===== Dataset content =====

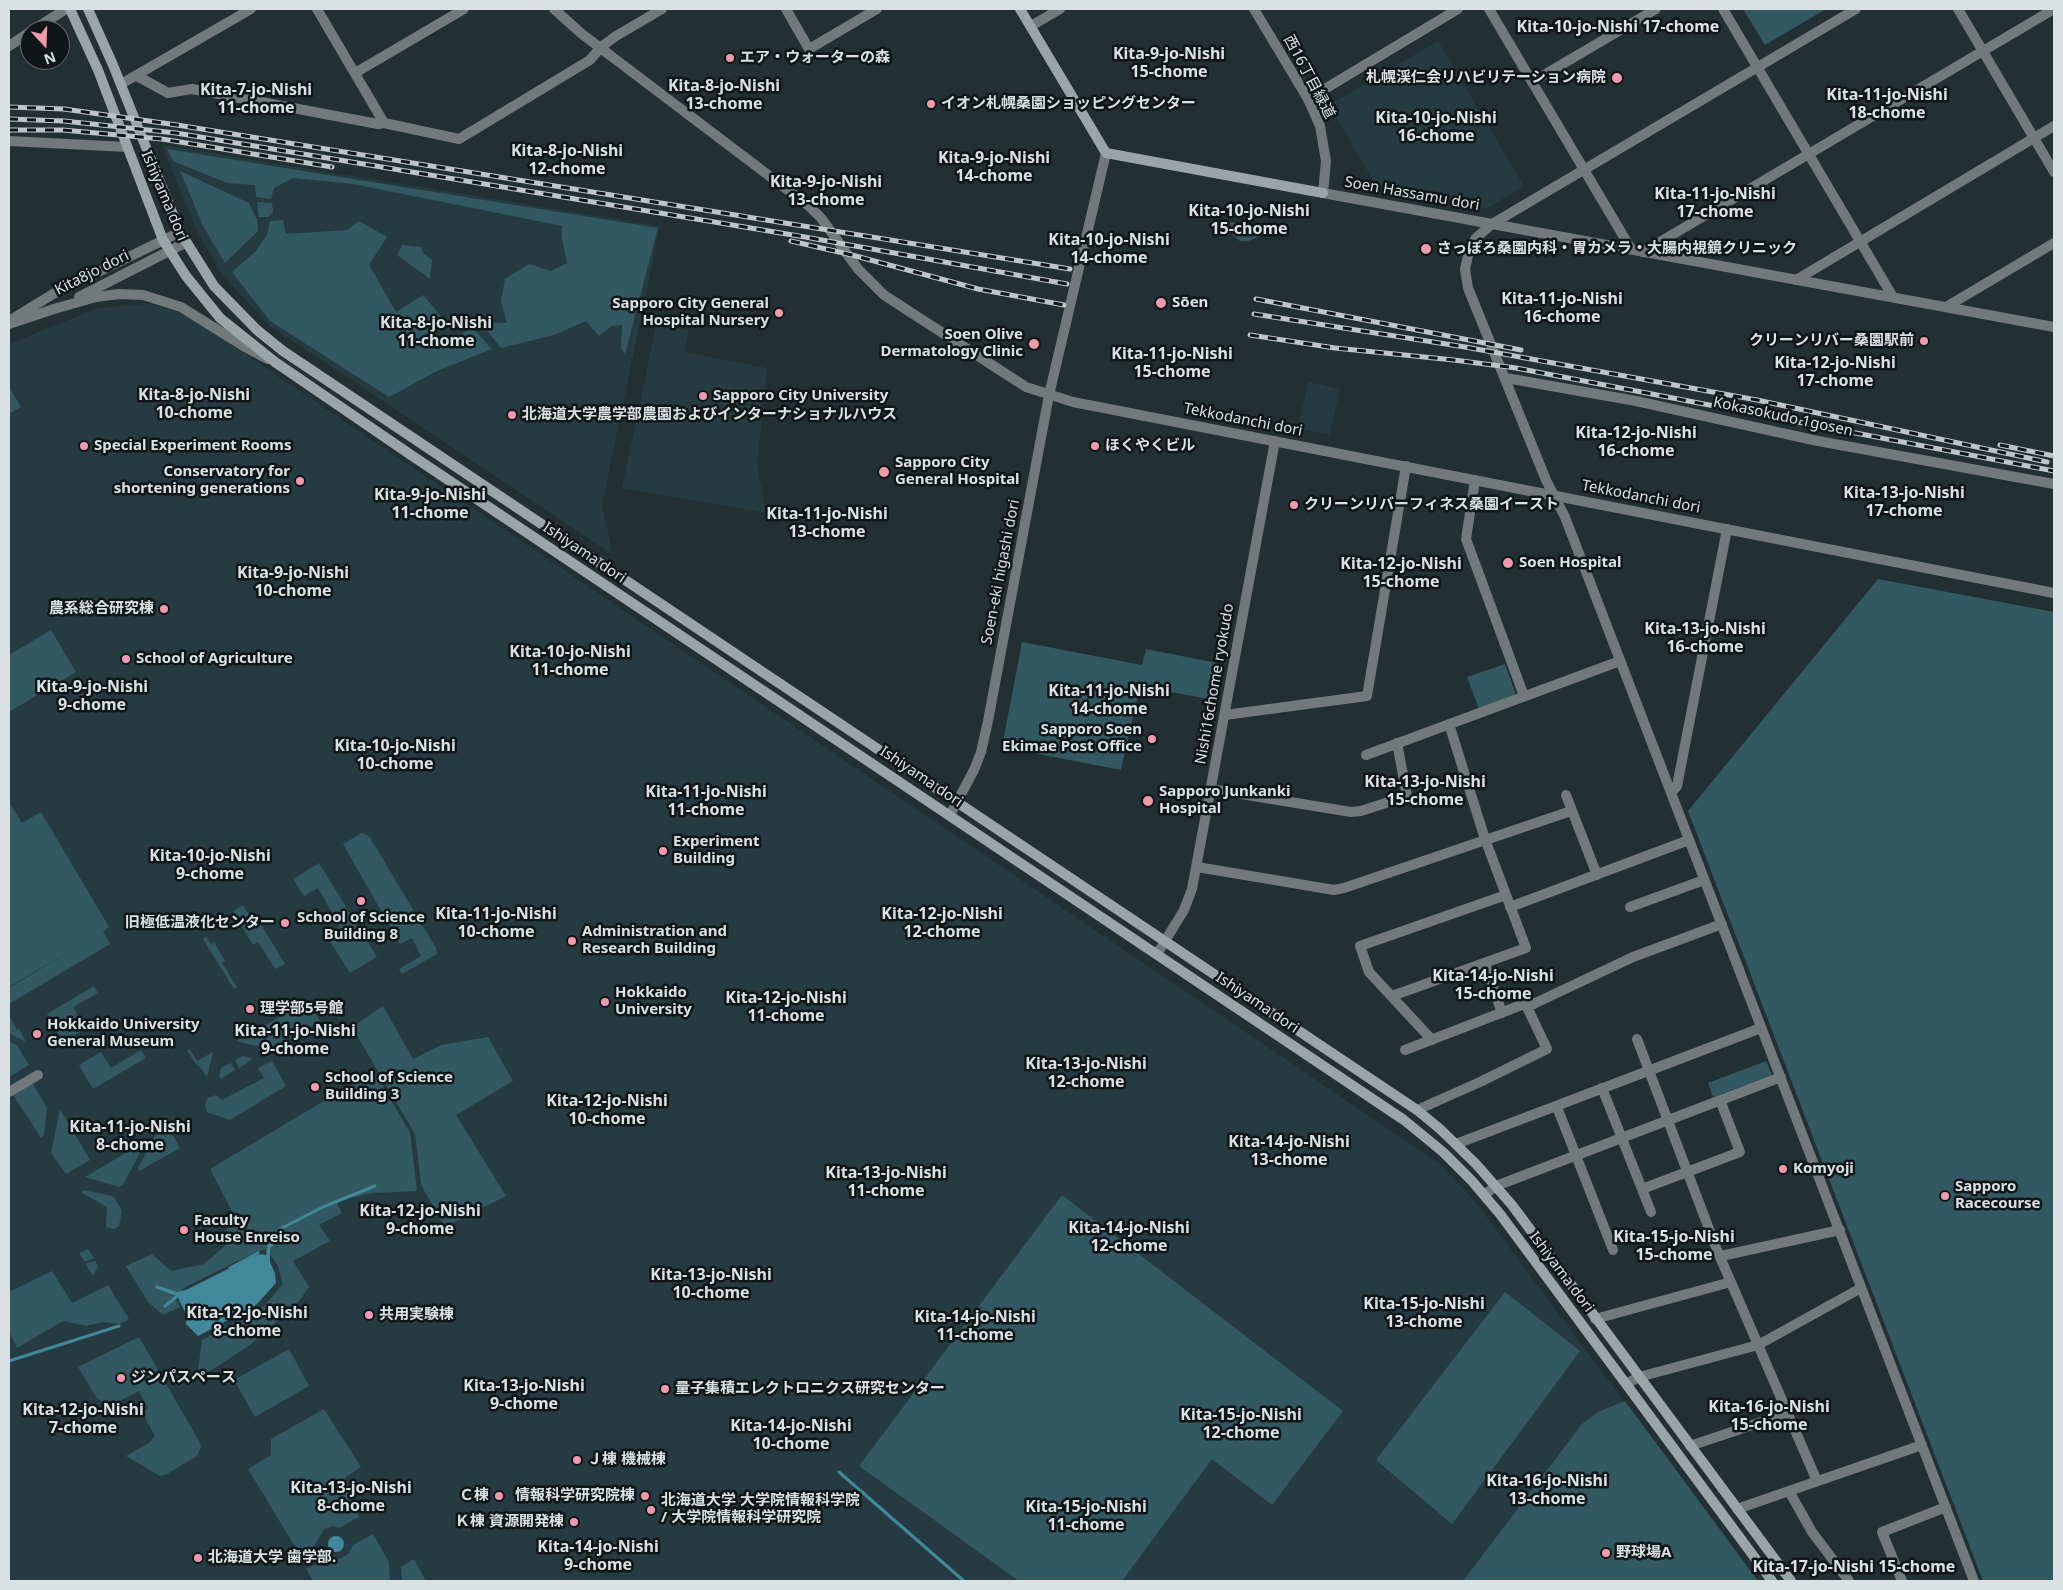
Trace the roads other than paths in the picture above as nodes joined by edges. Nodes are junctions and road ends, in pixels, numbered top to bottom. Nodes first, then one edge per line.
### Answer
1 (66, 9) edge
2 (70, 9) edge
3 (88, 9) edge
4 (251, 9) edge
5 (317, 9) edge
6 (464, 9) edge
7 (554, 9) edge
8 (662, 9) edge
9 (786, 9) edge
10 (877, 9) edge
11 (1020, 9) edge
12 (1060, 9) edge
13 (1254, 9) edge
14 (1458, 9) edge
15 (1489, 9) edge
16 (1656, 9) edge
17 (1723, 9) edge
18 (1856, 9) edge
19 (1958, 9) edge
20 (2054, 9) edge
21 (49, 20) edge
22 (1030, 26) junction
23 (20, 39) edge
24 (9, 46) edge
25 (601, 48) junction
26 (1983, 52) junction
27 (1757, 67) junction
28 (354, 73) junction
29 (137, 76) junction
30 (1532, 82) junction
31 (121, 84) junction
32 (1308, 99) junction
33 (384, 123) junction
34 (2054, 126) edge
35 (2034, 138) junction
36 (9, 141) edge
37 (127, 147) junction
38 (1808, 153) junction
39 (1106, 154) junction
40 (1583, 169) junction
41 (2054, 172) edge
42 (1323, 193) junction
43 (1492, 224) junction
44 (180, 232) junction
45 (163, 240) junction
46 (1860, 242) junction
47 (185, 243) junction
48 (2054, 243) edge
49 (1631, 250) junction
50 (170, 251) junction
51 (1643, 252) junction
52 (1796, 280) junction
53 (1893, 297) junction
54 (1946, 307) junction
55 (54, 309) junction
56 (9, 323) edge
57 (2054, 327) edge
58 (275, 362) junction
59 (1506, 378) junction
60 (1049, 395) junction
61 (1275, 441) junction
62 (1406, 466) junction
63 (1475, 480) junction
64 (2054, 484) edge
65 (1554, 495) junction
66 (1727, 529) junction
67 (2054, 593) edge
68 (1620, 661) junction
69 (1524, 696) junction
70 (1225, 716) junction
71 (1449, 724) junction
72 (1397, 743) junction
73 (1366, 755) dead end
74 (1211, 789) junction
75 (1671, 793) junction
76 (1566, 795) dead end
77 (957, 802) junction
78 (1571, 811) junction
79 (950, 815) junction
80 (1485, 839) junction
81 (1689, 840) junction
82 (1197, 868) junction
83 (1597, 875) junction
84 (1704, 880) junction
85 (1506, 895) junction
86 (1510, 907) junction
87 (1630, 907) dead end
88 (1722, 924) junction
89 (1165, 942) junction
90 (1157, 954) junction
91 (1484, 964) junction
92 (1392, 996) junction
93 (1527, 1007) junction
94 (1502, 1013) junction
95 (1762, 1028) junction
96 (1637, 1039) dead end
97 (1432, 1040) junction
98 (1405, 1050) dead end
99 (1648, 1071) junction
100 (38, 1075) dead end
101 (1781, 1078) junction
102 (1602, 1088) junction
103 (9, 1092) edge
104 (1720, 1100) junction
105 (1557, 1106) junction
106 (1416, 1110) junction
107 (1667, 1121) junction
108 (1621, 1138) junction
109 (1456, 1144) junction
110 (1576, 1155) junction
111 (1686, 1173) junction
112 (1496, 1186) junction
113 (1642, 1189) junction
114 (1484, 1195) junction
115 (1651, 1212) dead end
116 (1840, 1230) junction
117 (1613, 1250) dead end
118 (1721, 1256) junction
119 (1731, 1282) junction
120 (1861, 1288) junction
121 (1596, 1319) junction
122 (1758, 1345) junction
123 (1639, 1377) junction
124 (1626, 1384) junction
125 (1788, 1414) junction
126 (1922, 1445) junction
127 (1690, 1446) junction
128 (1816, 1482) junction
129 (1789, 1491) junction
130 (1946, 1508) junction
131 (1737, 1509) junction
132 (1772, 1581) edge
133 (1791, 1581) edge
134 (1849, 1581) edge
135 (1902, 1581) edge
136 (1974, 1581) edge

1 - 21 street
2 - 37 main road, Ishiyama dori
3 - 31 main road, Ishiyama dori
4 - 29 street
5 - 28 street
6 - 28 street
7 - 25 street, Tekkodanchi dori
8 - 25 street
9 - 10 street
11 - 22 main road
12 - 22 street
13 - 32 street, 西16丁目緑道
14 - 32 street
15 - 30 street
16 - 30 street
17 - 27 street
18 - 27 street, Soen Hassamu dori
19 - 26 street
20 - 26 street
22 - 39 main road
23 - 24 street
25 - 33 street
25 - 60 street, Tekkodanchi dori
26 - 35 street
26 - 38 street
27 - 38 street
27 - 40 street, Soen Hassamu dori
28 - 33 street
29 - 31 street
29 - 33 street
30 - 40 street
31 - 44 main road, Ishiyama dori
32 - 42 street, 西16丁目緑道
34 - 35 street
35 - 41 street
35 - 46 street
36 - 37 street
37 - 45 main road, Ishiyama dori
38 - 46 street
38 - 51 street
39 - 42 main road, Soen Hassamu dori
39 - 60 street, Soen-eki higashi dori
40 - 43 street, Soen Hassamu dori
40 - 49 street
42 - 43 street, Soen Hassamu dori
43 - 49 street
43 - 59 street
44 - 45 street, Kita8jo dori
44 - 47 main road, Ishiyama dori
45 - 50 main road, Ishiyama dori
45 - 56 street, Kita8jo dori
46 - 52 street
46 - 53 street
47 - 50 street, Kita8jo dori
47 - 77 main road, Ishiyama dori
48 - 54 street
49 - 51 street
50 - 55 street, Kita8jo dori
50 - 58 main road, Ishiyama dori
51 - 52 street
52 - 53 street
53 - 54 street
54 - 57 street
55 - 56 street, Kita8jo dori
55 - 58 street
58 - 79 main road, Ishiyama dori
59 - 64 street, Kokasokudo 1gosen
59 - 65 street
60 - 61 street, Tekkodanchi dori
60 - 77 street, Soen-eki higashi dori
61 - 62 street, Tekkodanchi dori
61 - 70 street, Nishi16chome ryokudo
62 - 63 street, Tekkodanchi dori
62 - 70 street
63 - 65 street, Tekkodanchi dori
63 - 69 street
65 - 66 street, Tekkodanchi dori
65 - 68 street
66 - 67 street, Tekkodanchi dori
66 - 75 street
68 - 69 street
68 - 75 street
69 - 71 street
70 - 74 street, Nishi16chome ryokudo
71 - 72 street
71 - 80 street
72 - 73 street
72 - 74 street
74 - 82 street, Nishi16chome ryokudo
75 - 81 street
76 - 78 street
77 - 79 street, Soen-eki higashi dori
77 - 89 main road, Ishiyama dori
78 - 80 street
78 - 83 street
79 - 90 main road, Ishiyama dori
80 - 82 street
80 - 85 street
81 - 83 street
81 - 84 street
82 - 89 street, Nishi16chome ryokudo
83 - 86 street
84 - 87 street
84 - 88 street
85 - 86 street
85 - 92 street
86 - 91 street
88 - 93 street
88 - 95 street
89 - 90 street, Nishi16chome ryokudo
89 - 106 main road, Ishiyama dori
90 - 114 main road, Ishiyama dori
91 - 92 street
91 - 94 street
92 - 97 street
93 - 94 street
93 - 106 street
94 - 97 street
95 - 99 street
95 - 101 street
96 - 99 street
97 - 98 street
99 - 102 street
99 - 107 street
100 - 103 street
101 - 104 street
101 - 116 street
102 - 105 street
102 - 108 street
104 - 107 street
104 - 111 street
105 - 109 street
105 - 110 street
106 - 109 main road, Ishiyama dori
107 - 108 street
107 - 111 street
108 - 110 street
108 - 113 street
109 - 112 main road, Ishiyama dori
110 - 112 street
110 - 117 street
111 - 113 street
111 - 118 street
112 - 114 street
112 - 121 main road, Ishiyama dori
113 - 115 street
114 - 124 main road, Ishiyama dori
116 - 118 street
116 - 120 street
118 - 119 street
119 - 121 street
119 - 122 street
120 - 122 street
120 - 126 street
121 - 123 main road, Ishiyama dori
122 - 123 street
122 - 125 street
123 - 124 street
123 - 127 main road, Ishiyama dori
124 - 132 main road, Ishiyama dori
125 - 127 street
125 - 128 street
126 - 128 street
126 - 130 street
127 - 131 main road, Ishiyama dori
128 - 129 street
129 - 131 street
129 - 134 street
130 - 135 street
130 - 136 street
131 - 133 main road, Ishiyama dori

=====

## Description of the task
Find every line in the records that contains the word "ryokudo"; copy those lines.

## Solution to this exercise
61 - 70 street, Nishi16chome ryokudo
70 - 74 street, Nishi16chome ryokudo
74 - 82 street, Nishi16chome ryokudo
82 - 89 street, Nishi16chome ryokudo
89 - 90 street, Nishi16chome ryokudo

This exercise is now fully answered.